We can see that there is a massive class imbalance. This could create issues where a model trained on this dataset has a bias towards more common bags. Most values are between 0 and 1 with some values much higher. There are many strategies we could use to solve this, including but not limited to:
<ul>
<li>Some label abstraction technique where we might create labels based on a logarithmic scale</li>
<li>Data augmentation as a class imbalance mitigation: This process is called upsampling</li>
</ul>

We should also consider the following: The data makes this problem seem like a regression model is needed, but tuning the labels may enable us to change it to a much simpler classification task at the cost of some accuracy. Doing this would result in a much more robust model and enable us to use techniques like label smoothing to let the model generalize more to unseen data.
<hr>
References:
<ul>
<li>Paperspace Blog. (2022). Data Augmentation: A Class Imbalance Mitigative Measure. [online] Available at: https://blog.paperspace.com/data-augmentation-a-class-imbalance-mitigative-measure/.</li>
<li>S. Wang and X. Yao, "Multiclass Imbalance Problems: Analysis and Potential Solutions," in IEEE Transactions on Systems, Man, and Cybernetics, Part B (Cybernetics), vol. 42, no. 4, pp. 1119-1130, Aug. 2012, doi: 10.1109/TSMCB.2012.2187280. keywords: {Training;Correlation;Training data;Pattern analysis;Genetic algorithms;IEEE Potentials;Cybernetics;Boosting;diversity;ensemble learning;multiclass imbalance problems;negative correlation learning}, </li>
</ul>
‌

## The model

In [4]:
import torch
from torch import nn
model = torch.load("./pretrained_model.pt")
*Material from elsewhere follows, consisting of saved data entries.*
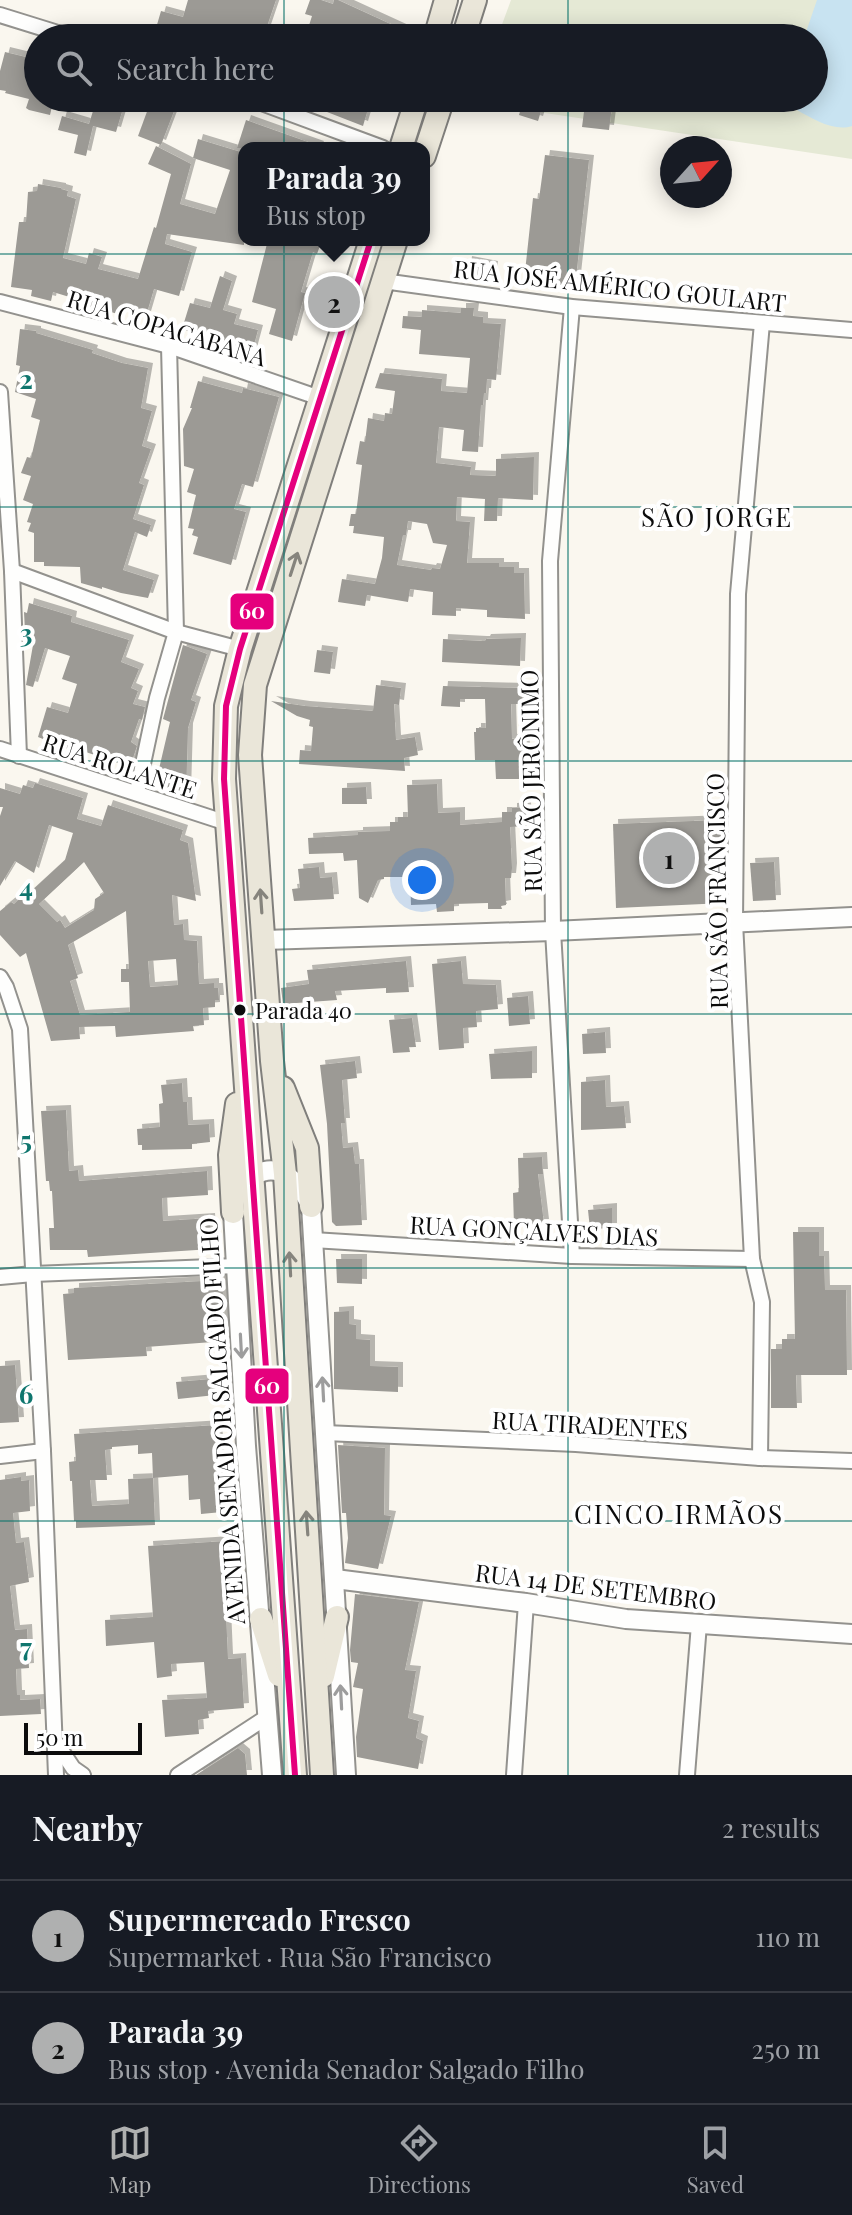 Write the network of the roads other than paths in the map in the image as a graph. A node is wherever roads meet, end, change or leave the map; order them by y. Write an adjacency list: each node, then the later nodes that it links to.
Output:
1 (446, 0): 5 (main road)
2 (475, 0): 6 (main road)
3 (0, 15): 4 (street)
4 (29, 24)
5 (439, 24)
6 (467, 24)
7 (286, 112): 10 (street)
8 (413, 112): 11 (main road)
9 (438, 112): 12 (main road)
10 (367, 142)
11 (403, 142)
12 (429, 142)
13 (369, 246): 22 (main road, AVENIDA SENADOR SALGADO FILHO)
14 (394, 246): 15 (main road)
15 (383, 281): 17 (street, RUA JOSÉ AMÉRICO GOULART); 33 (main road, one-way to 15)
16 (0, 302): 20 (street, RUA COPACABANA)
17 (572, 307): 18 (street, RUA JOSÉ AMÉRICO GOULART); 32 (street, RUA SÃO JERÔNIMO)
18 (762, 323): 19 (street, RUA JOSÉ AMÉRICO GOULART); 31 (street, RUA SÃO FRANCISCO)
19 (852, 330)
20 (169, 346): 22 (street, RUA COPACABANA); 24 (street)
21 (0, 392): 23 (street)
22 (320, 398): 25 (main road, AVENIDA SENADOR SALGADO FILHO)
23 (12, 571): 24 (street); 27 (street)
24 (176, 632): 25 (street); 28 (street)
25 (240, 649): 29 (main road, AVENIDA SENADOR SALGADO FILHO)
26 (0, 749): 27 (street, RUA ROLANTE)
27 (19, 756): 28 (street, RUA ROLANTE)
28 (137, 792): 29 (street, RUA ROLANTE)
29 (227, 823): 36 (main road, AVENIDA SENADOR SALGADO FILHO)
30 (852, 917): 31 (street)
31 (735, 922): 32 (street); 43 (street, RUA SÃO FRANCISCO)
32 (553, 931): 33 (street); 42 (street, RUA SÃO JERÔNIMO)
33 (264, 940): 35 (main road)
34 (0, 977): 45 (street)
35 (272, 1061): 37 (main road); 39 (main road)
36 (243, 1064): 38 (main road, AVENIDA SENADOR SALGADO FILHO); 40 (main road, AVENIDA SENADOR SALGADO FILHO)
37 (285, 1174): 38 (street); 39 (street); 54 (main road, one-way to 37)
38 (253, 1176): 40 (street); 56 (main road, AVENIDA SENADOR SALGADO FILHO)
39 (311, 1206): 41 (street)
40 (233, 1212): 44 (street, AVENIDA SENADOR SALGADO FILHO)
41 (313, 1240): 42 (street, RUA GONÇALVES DIAS); 47 (street, one-way to 41)
42 (572, 1256): 43 (street, RUA GONÇALVES DIAS)
43 (752, 1259): 50 (street, RUA SÃO FRANCISCO)
44 (237, 1266): 45 (street); 52 (street, AVENIDA SENADOR SALGADO FILHO, one-way to 52)
45 (33, 1274): 46 (street); 48 (street)
46 (0, 1277)
47 (325, 1433): 50 (street, RUA TIRADENTES); 53 (street)
48 (43, 1451): 49 (street); 64 (street)
49 (0, 1456)
50 (760, 1458): 51 (street, RUA TIRADENTES)
51 (852, 1461)
52 (257, 1572): 56 (street); 58 (street, AVENIDA SENADOR SALGADO FILHO)
53 (335, 1579): 54 (street); 55 (street, RUA 14 DE SETEMBRO); 57 (street)
54 (312, 1601): 56 (street); 61 (main road)
55 (526, 1603): 59 (street, RUA 14 DE SETEMBRO); 72 (street)
56 (282, 1605): 62 (main road, AVENIDA SENADOR SALGADO FILHO)
57 (337, 1617): 61 (main road); 71 (street, one-way to 57)
58 (261, 1619): 62 (main road); 63 (street, AVENIDA SENADOR SALGADO FILHO)
59 (699, 1624): 60 (street, RUA 14 DE SETEMBRO); 73 (street)
60 (852, 1634)
61 (318, 1701): 70 (main road)
62 (290, 1709): 69 (main road, AVENIDA SENADOR SALGADO FILHO)
63 (267, 1717): 67 (street); 68 (street, AVENIDA SENADOR SALGADO FILHO)
64 (55, 1741): 65 (street); 66 (street)
65 (56, 1775)
66 (83, 1775)
67 (178, 1775)
68 (272, 1775)
69 (295, 1775)
70 (322, 1775)
71 (346, 1775)
72 (514, 1775)
73 (687, 1775) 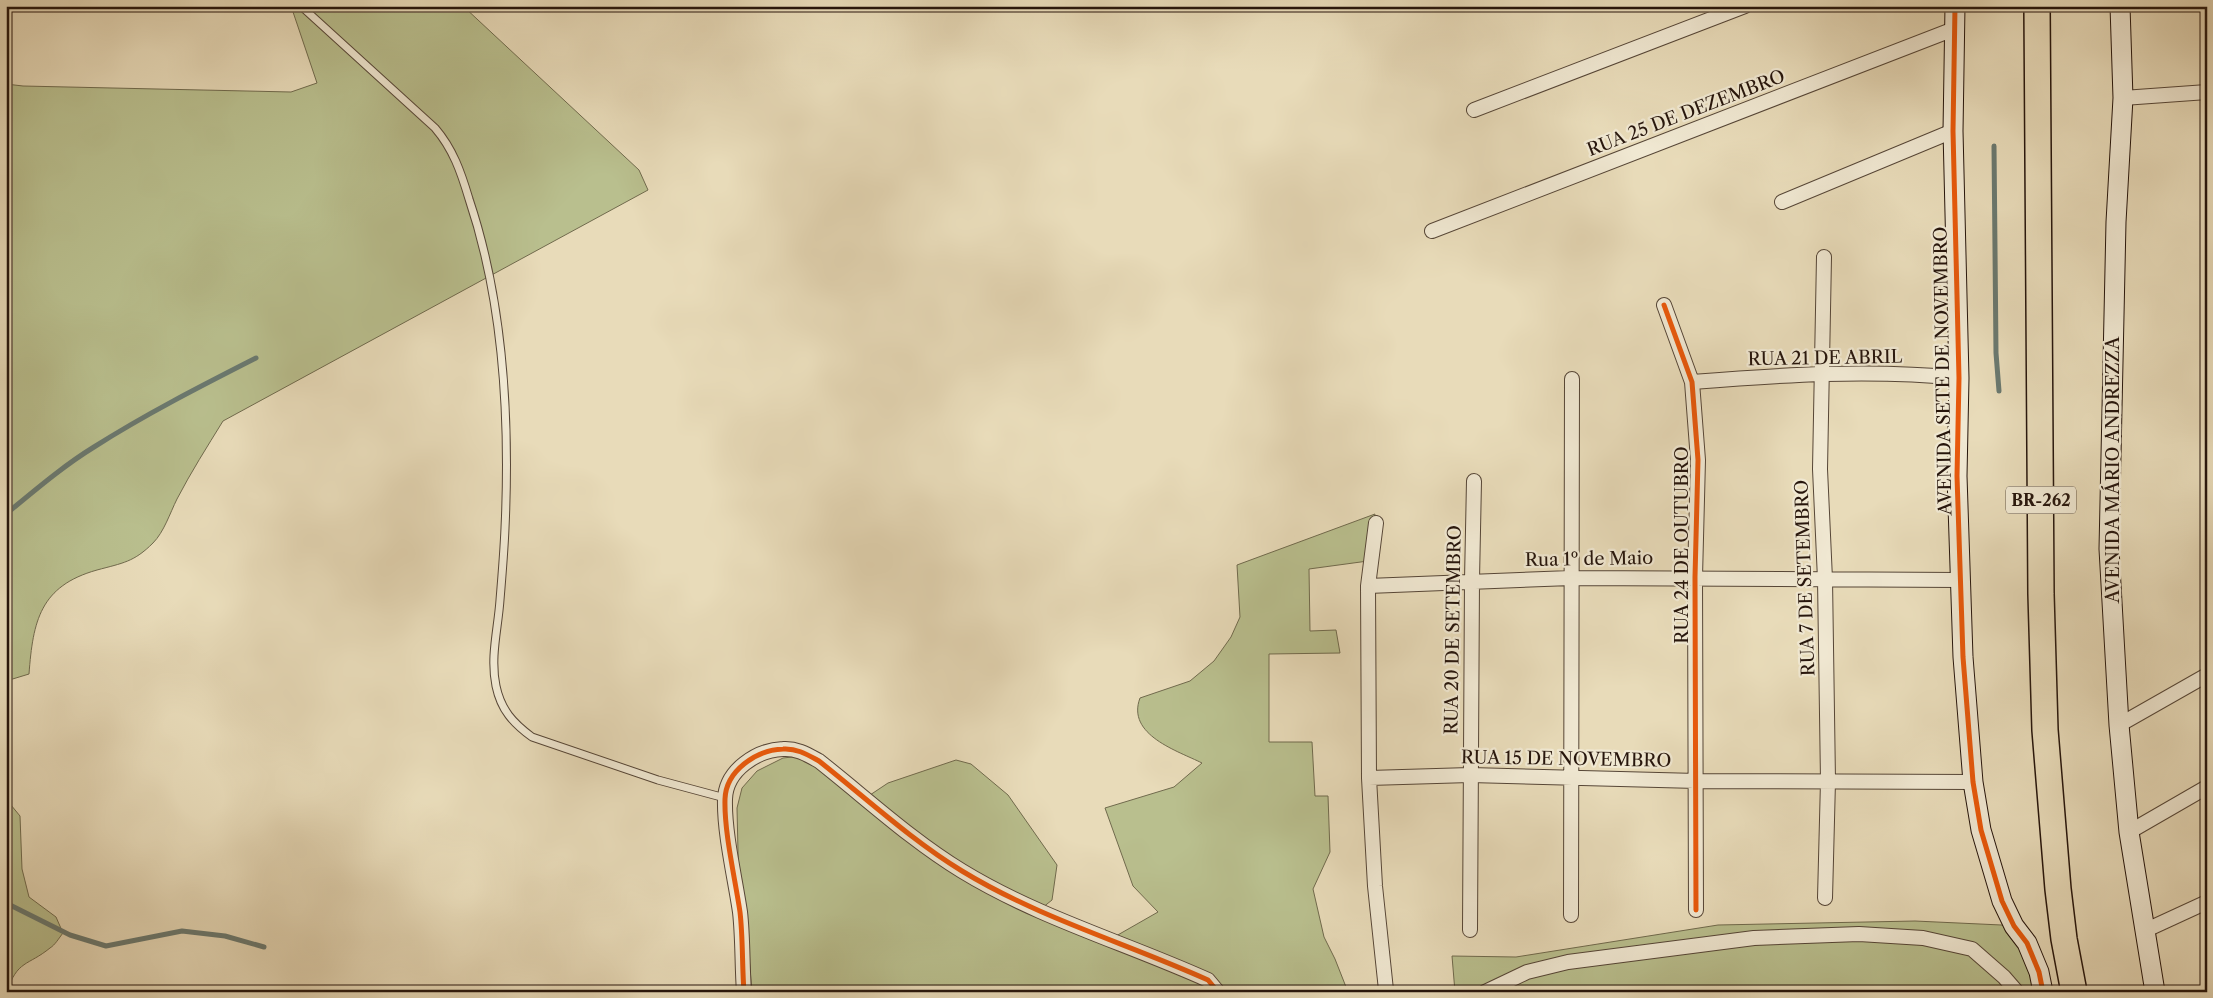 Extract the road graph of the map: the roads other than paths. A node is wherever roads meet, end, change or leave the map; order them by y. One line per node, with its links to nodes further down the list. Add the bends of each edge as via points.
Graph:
1 (301, 6): 36 (lane, via 447,143 457,161 476,219 490,272 504,397 505,527 493,656 496,686 503,708 515,725 532,737 658,780)
2 (1745, 6): 9 (street)
3 (1955, 6): 6 (street, AVENIDA SETE DE NOVEMBRO)
4 (2037, 6): 50 (highway, BR-262, via 2045,730 2059,897)
5 (2120, 6): 8 (street, AVENIDA MÁRIO ANDREZZA)
6 (1954, 29): 10 (street, AVENIDA SETE DE NOVEMBRO); 12 (street, RUA 25 DE DEZEMBRO)
7 (2207, 92): 8 (street)
8 (2123, 98): 28 (street, AVENIDA MÁRIO ANDREZZA, via 2116,212 2109,548)
9 (1474, 110)
10 (1953, 131): 11 (street); 16 (street, AVENIDA SETE DE NOVEMBRO)
11 (1782, 202)
12 (1432, 231)
13 (1824, 257): 15 (street, RUA 7 DE SETEMBRO)
14 (1664, 305): 18 (street, RUA 24 DE OUTUBRO)
15 (1823, 373): 16 (street, RUA 21 DE ABRIL); 18 (street, RUA 21 DE ABRIL); 23 (street, RUA 7 DE SETEMBRO, via 1820,469)
16 (1958, 378): 25 (street, AVENIDA SETE DE NOVEMBRO)
17 (1572, 380): 22 (street)
18 (1692, 382): 21 (street, RUA 24 DE OUTUBRO, via 1698,460)
19 (1474, 481): 24 (street, RUA 20 DE SETEMBRO)
20 (1376, 523): 26 (street)
21 (1695, 577): 22 (street, Rua 1º de Maio); 23 (street, Rua 1º de Maio); 32 (street, RUA 24 DE OUTUBRO)
22 (1571, 578): 24 (street, Rua 1º de Maio); 31 (street)
23 (1825, 579): 25 (street, Rua 1º de Maio); 33 (street, RUA 7 DE SETEMBRO)
24 (1472, 580): 26 (street, Rua 1º de Maio); 29 (street, RUA 20 DE SETEMBRO)
25 (1960, 580): 34 (street, AVENIDA SETE DE NOVEMBRO)
26 (1368, 586): 30 (street)
27 (2207, 675): 28 (street)
28 (2119, 725): 37 (street, AVENIDA MÁRIO ANDREZZA)
29 (1470, 775): 30 (street, RUA 15 DE NOVEMBRO); 31 (street, RUA 15 DE NOVEMBRO); 42 (street, RUA 20 DE SETEMBRO)
30 (1369, 778): 44 (street, via 1375,886)
31 (1572, 778): 32 (street, RUA 15 DE NOVEMBRO); 41 (street)
32 (1697, 781): 33 (street, RUA 15 DE NOVEMBRO); 40 (street, RUA 24 DE OUTUBRO)
33 (1828, 781): 34 (street, RUA 15 DE NOVEMBRO); 38 (street, RUA 7 DE SETEMBRO)
34 (1973, 782): 49 (street, AVENIDA SETE DE NOVEMBRO, via 1981,830 2002,901 2027,943)
35 (2207, 787): 37 (street)
36 (725, 798): 45 (street, via 740,914); 46 (street, via 731,779 743,764 762,753 784,749 803,752 840,777 905,833 962,871 1017,902 1208,980)
37 (2129, 832): 43 (street, AVENIDA MÁRIO ANDREZZA)
38 (1825, 898)
39 (2207, 902): 43 (street)
40 (1696, 910)
41 (1571, 915)
42 (1470, 930)
43 (2144, 931): 51 (street, AVENIDA MÁRIO ANDREZZA)
44 (1386, 990)
45 (744, 992)
46 (1218, 992)
47 (1484, 992): 48 (street, via 1527,972 1568,962 1754,938 1859,934 1923,938 1972,949 2004,976)
48 (2017, 992)
49 (2043, 992)
50 (2074, 992)
51 (2155, 992)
for name, param in model.named_parameters():
    if("bn" not in name):
      param.requires_grad = False


model.classifier = nn.Sequential( # Change only the classifier of the model, I.E the last few layers

    nn.Conv2d(2048, 512, kernel_size=(3, 3), stride=(1, 1), padding=(1, 1), bias=False),
    nn.BatchNorm2d(512, eps=1e-05, momentum=0.1, affine=True, track_running_stats=True),
    nn.ReLU(),
    nn.Dropout(p=0.1, inplace=False),
    nn.Conv2d(512, 3, kernel_size=(1, 1), stride=(1, 1)) # Change the output to 3 classes instead of 21

)


  model = torch.load("./pretrained_model.pt")


In [5]:
trainable_layers = 0
non_trainable_layers = 0

for name, module in model.named_modules():
    # Check if any parameter in the layer requires gradients
    if any(param.requires_grad for param in module.parameters()):
        trainable_layers += 1
    else:
        non_trainable_layers += 1

print(f"Trainable layers: {trainable_layers}")
print(f"Non-trainable layers: {non_trainable_layers}")


Trainable layers: 75
Non-trainable layers: 87


In [6]:

trainable_params = 0
non_trainable_params = 0

for param in model.parameters():
    if param.requires_grad:
        trainable_params += param.numel()  # Count the number of elements
    else:
        non_trainable_params += param.numel()

print(f"Trainable parameters: {trainable_params}")
print(f"Non-trainable parameters: {non_trainable_params}")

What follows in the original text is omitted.